* **INSTRUCTIONS TO FOLLOW**:
The records come next. Copy all of them exactly.

[Collected data entries]
####################

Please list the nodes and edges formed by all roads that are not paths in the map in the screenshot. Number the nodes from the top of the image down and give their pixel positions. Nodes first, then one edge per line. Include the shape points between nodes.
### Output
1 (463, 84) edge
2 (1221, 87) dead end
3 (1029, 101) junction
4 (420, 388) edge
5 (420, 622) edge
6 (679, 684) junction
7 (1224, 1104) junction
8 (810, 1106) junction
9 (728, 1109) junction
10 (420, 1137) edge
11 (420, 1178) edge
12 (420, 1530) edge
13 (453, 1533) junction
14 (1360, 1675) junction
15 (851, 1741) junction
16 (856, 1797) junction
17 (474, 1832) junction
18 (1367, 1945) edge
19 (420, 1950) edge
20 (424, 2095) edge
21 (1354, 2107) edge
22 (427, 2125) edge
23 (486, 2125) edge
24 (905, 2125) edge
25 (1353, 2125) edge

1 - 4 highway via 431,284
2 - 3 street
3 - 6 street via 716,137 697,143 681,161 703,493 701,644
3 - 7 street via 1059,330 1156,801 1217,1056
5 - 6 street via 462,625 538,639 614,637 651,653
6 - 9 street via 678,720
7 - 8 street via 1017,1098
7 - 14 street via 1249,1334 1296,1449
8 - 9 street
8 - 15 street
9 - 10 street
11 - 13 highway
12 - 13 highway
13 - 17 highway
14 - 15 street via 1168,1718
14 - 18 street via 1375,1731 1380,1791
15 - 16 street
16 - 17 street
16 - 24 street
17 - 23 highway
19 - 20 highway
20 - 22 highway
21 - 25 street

####################

* **RESPONSE TO THIS EXERCISE**:
Please list the nodes and edges formed by all roads that are not paths in the map in the screenshot. Number the nodes from the top of the image down and give their pixel positions. Nodes first, then one edge per line. Include the shape points between nodes.
### Output
1 (463, 84) edge
2 (1221, 87) dead end
3 (1029, 101) junction
4 (420, 388) edge
5 (420, 622) edge
6 (679, 684) junction
7 (1224, 1104) junction
8 (810, 1106) junction
9 (728, 1109) junction
10 (420, 1137) edge
11 (420, 1178) edge
12 (420, 1530) edge
13 (453, 1533) junction
14 (1360, 1675) junction
15 (851, 1741) junction
16 (856, 1797) junction
17 (474, 1832) junction
18 (1367, 1945) edge
19 (420, 1950) edge
20 (424, 2095) edge
21 (1354, 2107) edge
22 (427, 2125) edge
23 (486, 2125) edge
24 (905, 2125) edge
25 (1353, 2125) edge

1 - 4 highway via 431,284
2 - 3 street
3 - 6 street via 716,137 697,143 681,161 703,493 701,644
3 - 7 street via 1059,330 1156,801 1217,1056
5 - 6 street via 462,625 538,639 614,637 651,653
6 - 9 street via 678,720
7 - 8 street via 1017,1098
7 - 14 street via 1249,1334 1296,1449
8 - 9 street
8 - 15 street
9 - 10 street
11 - 13 highway
12 - 13 highway
13 - 17 highway
14 - 15 street via 1168,1718
14 - 18 street via 1375,1731 1380,1791
15 - 16 street
16 - 17 street
16 - 24 street
17 - 23 highway
19 - 20 highway
20 - 22 highway
21 - 25 street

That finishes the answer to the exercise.